Trump wins easier path to undo ‘clean power plan’

The coal-fired Plant Scherer operates in June 2014 in Juliette, Ga.

 

Bloomberg

President Donald Trump won a court ruling making it easier for him to rescind the Clean Power Plan, his predecessor’s program for weaning American power producers off of coal and other fossil fuels.
The US Court of Appeals in Washington put a 26-state lawsuit challenging the plan on hold for 60 days without deciding whether the initiative is legal. That decision followed a request to halt the case from Trump’s new US Environmental Protection Agency chief and came despite objections from conservation groups, 18 states and cities including New York, Chicago and Philadelphia.
The ruling is a significant win for Trump, said Jeff Holmstead, a former assistant EPA administrator for air and radiation.

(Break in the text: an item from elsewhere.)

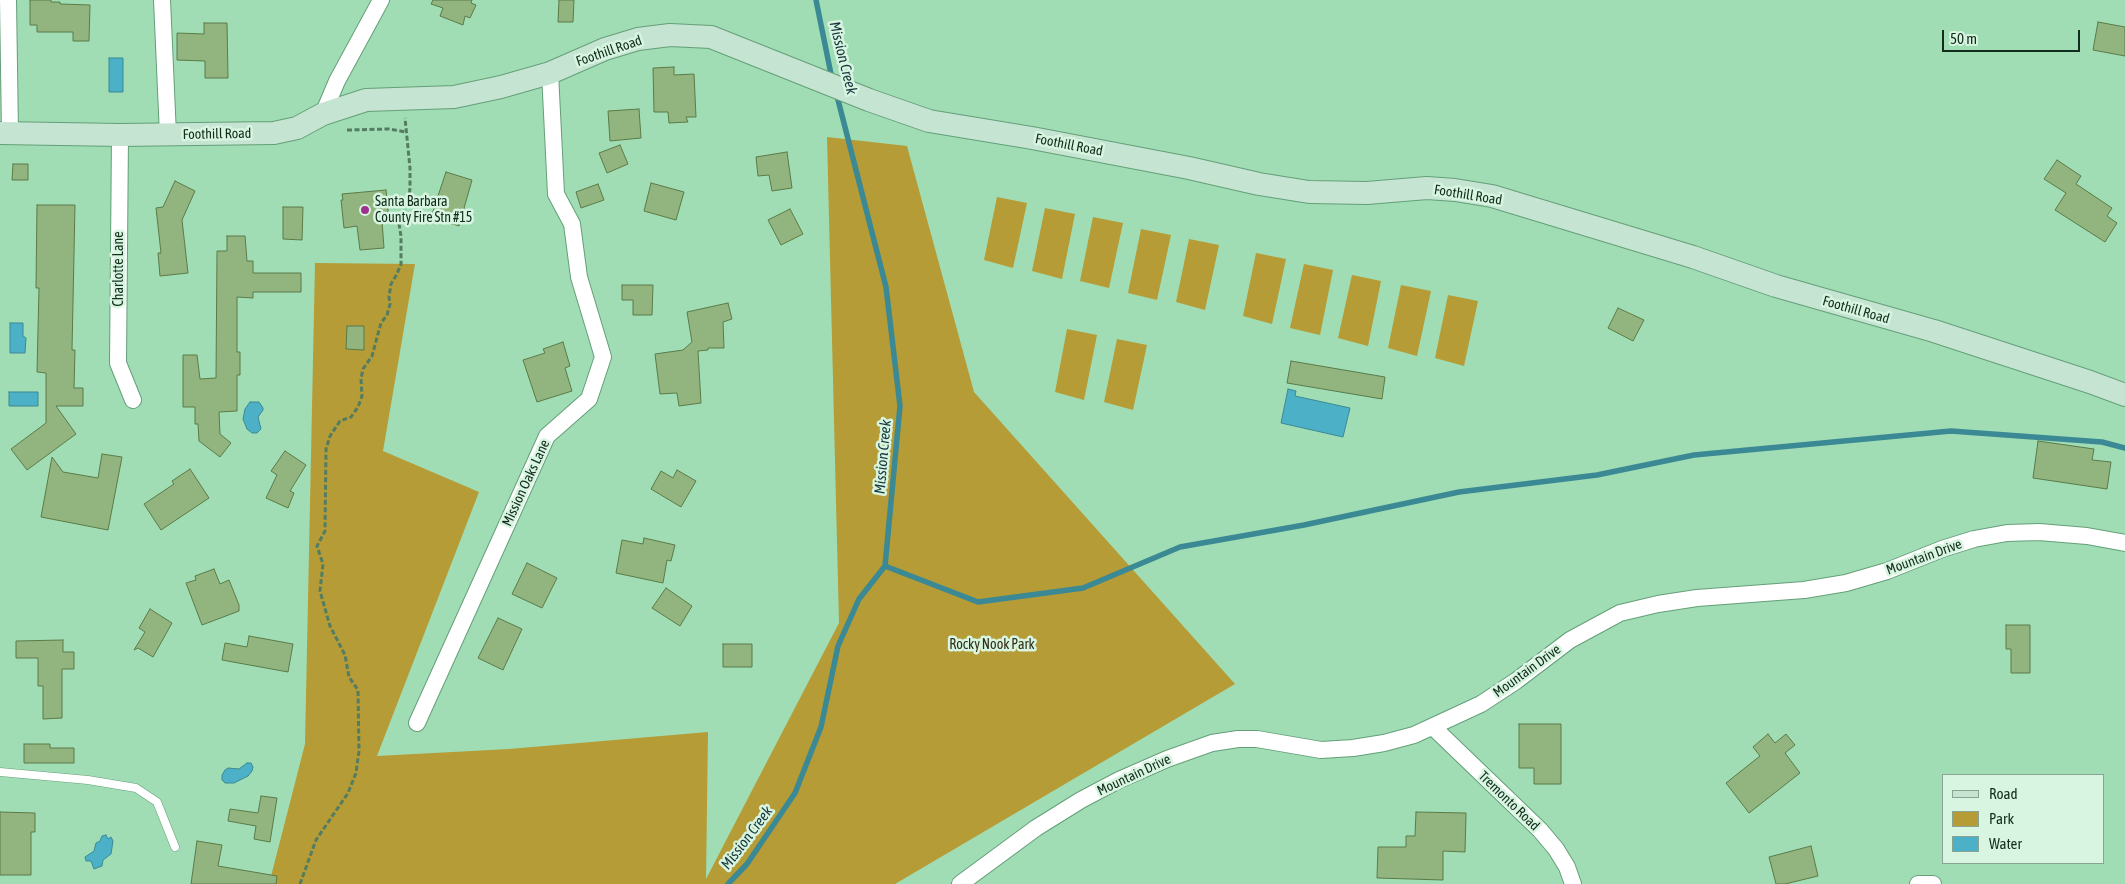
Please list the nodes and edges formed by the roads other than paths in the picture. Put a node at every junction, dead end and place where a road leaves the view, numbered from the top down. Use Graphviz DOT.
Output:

Because the panel didn’t issue a substantive ruling — an outcome sought by environmentalists — it’s now easier and will be quicker for the Trump administration to undo it, Holmstead said.
“Had they gotten a decision upholding the rule, then that would have created more issues the administration would have to deal with; it would have complicated things,” said Holmstead, a lawyer with Bracewell LLP. “Without a decision, it really gives them a blank sheet of paper to work on.” Killing the regulatory package meant to slow the pace of climate change will make it more difficult for the US to meet greenhouse gas reduction commitments it made with more than 143 other nations at a 2015 Paris summit.

30-DAY UPDATE
The appeals court asked the EPA for 30-day updates on the rule. The panel also asked parties to file comments by May 15, addressing whether the case should remain on hold or if the Clean Power plan should be sent back to the agency, which could then revise or repeal it. The EPA, led Scott Pruitt, who has sued over the plan as Oklahoma Attorney General, welcomed the decision. “We always knew there were serious legal problems with this initiative from the Obama administration,” EPA spokesman Jahan Wilcox said in statement.
The court’s order was also hailed by West Virginia Attorney General Patrick Morrisey, whose office was the first to file suit challenging the plan published in October 2015. Morrisey called the ruling “a positive step” toward protecting West Virginia coal miners whose livelihoods he maintains are threatened by the CPP.

NEW DIRECTIVE
The court’s ruling follows Trump’s March 28 executive order directing EPA heads to review existing regulations that “potentially burden the development or use of domestically produced energy resources.” Trump specifically singled out the Clean Power Plan for scrutiny, with the goal of suspending, revising or rescinding the measure. Pruitt’s request to put the 2015 case on hold was filed the same day.
A 10-judge panel heard arguments in September. Twenty-seven mostly Republican-led states initially joined the litigation. North Carolina dropped out this year.
The initiative, designed to cut US carbon dioxide emissions to 32 percent below 2005 levels by 2030, never took effect. The US Supreme Court put it on hold in February 2016 at the request of some of the states suing to overturn it, pending the outcome of the litigation. The rule gave states years to make cuts with outlines on how they would do so due by September 2016.
New York Attorney General Eric Schneiderman, whose office intervened to defend the plan, said the court’s decision is a temporary pause and “does not relieve” the EPA of its legal obligations to limit pollution from fossil-fueled power plants.
“Nor does it change the reality of the dire harm climate change is causing to communities around New York and across country,” he said. “If President Trump wants to repeal the Clean Power Plan, he has to replace it — period.” The case is one of a handful Trump administration has asked to put on hold. EPA regulations aimed at curbing urban smog by setting ground-level ozone standards were assailed by industry groups as too stringent and by conservation groups as insufficient. The court canceled an April 19 hearing at administration’s request, leaving dispute in limbo.